Am Donnerstag wird der 53-Jährige ganz besonders hinschauen, wenn sein früherer Klub West Ham United zu Hause Eintracht Frankfurt im Europa-League-Halbfinale empfängt.
Von 2015 bis 2017 war der Bilic Trainer von West Ham United. Und das überaus erfolgreich. Der Kroate stellte mit seinem Team einen Startrekord mit drei Auswärtssiegen beim FC Arsenal, Manchester City und beim FC Liverpool auf.
Bei SPORT1 spricht Bilic nun über seinen Ex-Klub, die Eintracht, SGE-Star Filip Kostic - und den Unterschied zwischen der Bundesliga und der Premier League. (DATEN: Ergebnisse und Spielplan der Europa League)
SPORT1: Herr Bilic, einige der Spieler, die heute für West Ham spielen, kennen Sie noch. Was zeichnet die Hammers aus?
Slaven Bilic: Sie spielen eine fantastische Saison. Sie sind jetzt sehr erfahren, haben Kontinuität und mit David Moyes einen Trainer, der nach der Saison 2017/2018 in seiner zweiten Amtszeit dort arbeitet. (zwischendurch war Manuel Pellegrini Trainer, d. Red.). Er ist wirklich ein sehr guter Trainer. Seine Teams waren immer gut organisiert. Was extrem wichtig ist: Viele Spieler sind schon fünf bis acht Jahre bei West Ham.
SPORT1: Sie schwärmen ja richtig...
Bilic: West Ham ist dabei, ein großer Verein zu werden. Sie haben in den vergangenen Jahren einen deutlichen Schritt nach vorne gemacht. Als ich dort Trainer war, war der Verein im Umbruch, gab es den Übergang vom Capital Park zum Olympiastadion. Das war ein riesiger Schritt. Nicht nur, dass damit die Kapazität von 35.000 auf rund 65.000 Zuschauer stieg. Das neue Stadion ist wie ein Theater.
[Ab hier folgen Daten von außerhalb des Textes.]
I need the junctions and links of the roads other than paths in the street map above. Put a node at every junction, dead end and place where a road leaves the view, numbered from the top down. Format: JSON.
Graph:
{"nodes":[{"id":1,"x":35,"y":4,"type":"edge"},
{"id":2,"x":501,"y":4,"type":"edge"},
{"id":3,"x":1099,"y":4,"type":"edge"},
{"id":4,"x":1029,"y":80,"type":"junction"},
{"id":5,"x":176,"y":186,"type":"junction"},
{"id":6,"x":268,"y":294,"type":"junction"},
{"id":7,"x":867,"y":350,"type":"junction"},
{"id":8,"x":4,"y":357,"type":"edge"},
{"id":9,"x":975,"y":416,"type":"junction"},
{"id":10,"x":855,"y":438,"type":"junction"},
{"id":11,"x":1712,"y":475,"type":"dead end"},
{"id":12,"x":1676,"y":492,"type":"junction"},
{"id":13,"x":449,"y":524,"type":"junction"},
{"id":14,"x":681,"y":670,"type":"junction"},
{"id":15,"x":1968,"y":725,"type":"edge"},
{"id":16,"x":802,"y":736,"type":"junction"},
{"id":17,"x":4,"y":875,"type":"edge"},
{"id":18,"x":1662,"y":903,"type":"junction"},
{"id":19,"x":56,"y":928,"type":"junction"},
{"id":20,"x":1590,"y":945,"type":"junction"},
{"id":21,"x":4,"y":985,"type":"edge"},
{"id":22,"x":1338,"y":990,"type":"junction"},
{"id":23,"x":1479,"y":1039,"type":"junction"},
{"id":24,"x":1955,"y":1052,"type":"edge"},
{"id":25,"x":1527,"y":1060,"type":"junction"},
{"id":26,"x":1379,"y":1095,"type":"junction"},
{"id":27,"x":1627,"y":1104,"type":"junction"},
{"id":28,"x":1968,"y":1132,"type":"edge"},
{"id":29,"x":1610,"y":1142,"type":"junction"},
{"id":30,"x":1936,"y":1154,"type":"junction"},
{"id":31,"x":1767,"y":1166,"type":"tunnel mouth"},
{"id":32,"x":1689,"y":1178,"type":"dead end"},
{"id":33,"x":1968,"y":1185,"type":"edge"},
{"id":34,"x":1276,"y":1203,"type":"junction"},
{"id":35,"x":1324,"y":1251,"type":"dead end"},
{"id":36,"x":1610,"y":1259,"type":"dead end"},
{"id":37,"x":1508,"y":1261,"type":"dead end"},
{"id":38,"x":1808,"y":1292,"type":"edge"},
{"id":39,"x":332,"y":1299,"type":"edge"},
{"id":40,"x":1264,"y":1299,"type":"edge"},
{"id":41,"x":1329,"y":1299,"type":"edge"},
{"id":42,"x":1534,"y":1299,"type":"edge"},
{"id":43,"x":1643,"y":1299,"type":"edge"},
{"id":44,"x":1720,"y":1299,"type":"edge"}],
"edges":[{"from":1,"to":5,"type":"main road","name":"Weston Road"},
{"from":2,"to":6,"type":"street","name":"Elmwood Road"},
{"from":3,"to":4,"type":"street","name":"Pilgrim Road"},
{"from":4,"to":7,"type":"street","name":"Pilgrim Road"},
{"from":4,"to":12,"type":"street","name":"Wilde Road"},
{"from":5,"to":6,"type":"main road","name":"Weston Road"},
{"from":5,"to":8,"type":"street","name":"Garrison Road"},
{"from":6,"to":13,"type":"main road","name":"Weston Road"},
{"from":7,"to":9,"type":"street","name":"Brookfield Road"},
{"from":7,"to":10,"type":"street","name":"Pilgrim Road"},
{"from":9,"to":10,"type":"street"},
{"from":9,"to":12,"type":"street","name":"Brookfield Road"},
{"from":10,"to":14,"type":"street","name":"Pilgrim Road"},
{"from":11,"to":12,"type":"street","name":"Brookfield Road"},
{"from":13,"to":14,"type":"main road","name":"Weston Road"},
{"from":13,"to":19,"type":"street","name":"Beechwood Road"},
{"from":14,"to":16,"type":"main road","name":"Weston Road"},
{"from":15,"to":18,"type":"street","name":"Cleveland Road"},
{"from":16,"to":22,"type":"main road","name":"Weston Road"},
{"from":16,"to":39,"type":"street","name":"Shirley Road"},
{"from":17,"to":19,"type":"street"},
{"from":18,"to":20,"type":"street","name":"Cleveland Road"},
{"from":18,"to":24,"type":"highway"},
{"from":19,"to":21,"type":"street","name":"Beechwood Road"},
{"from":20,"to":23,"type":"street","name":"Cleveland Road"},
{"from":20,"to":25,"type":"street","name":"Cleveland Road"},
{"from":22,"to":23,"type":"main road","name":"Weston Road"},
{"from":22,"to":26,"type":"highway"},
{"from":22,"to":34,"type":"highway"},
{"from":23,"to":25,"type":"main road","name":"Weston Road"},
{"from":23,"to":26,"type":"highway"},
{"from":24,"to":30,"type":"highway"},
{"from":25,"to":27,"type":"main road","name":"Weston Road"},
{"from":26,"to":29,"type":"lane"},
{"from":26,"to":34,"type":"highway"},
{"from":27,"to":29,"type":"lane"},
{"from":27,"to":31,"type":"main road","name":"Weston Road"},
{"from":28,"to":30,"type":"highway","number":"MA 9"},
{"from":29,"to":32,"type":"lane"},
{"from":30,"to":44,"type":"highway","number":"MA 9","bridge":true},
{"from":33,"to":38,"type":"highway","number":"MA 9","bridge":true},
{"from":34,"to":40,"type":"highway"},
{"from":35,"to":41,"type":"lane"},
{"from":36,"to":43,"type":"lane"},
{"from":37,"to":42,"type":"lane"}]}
Unglaublich!
SPORT1: Wie ein Theater?
Bilic: Es ist kein altmodisches, typisches Fußballstadion. Man braucht Zeit, um sich an eine neue Arena zu gewöhnen. Im alten Stadion gibt es schließlich viele gute Erinnerungen. Und jetzt spielt West Ham schon sechs Jahre im neuen Stadion und es ist ihr Zuhause geworden. Sie fühlen sich dort wohl.
SPORT1: Wie blicken Sie auf Ihre Zeit bei West Ham zurück?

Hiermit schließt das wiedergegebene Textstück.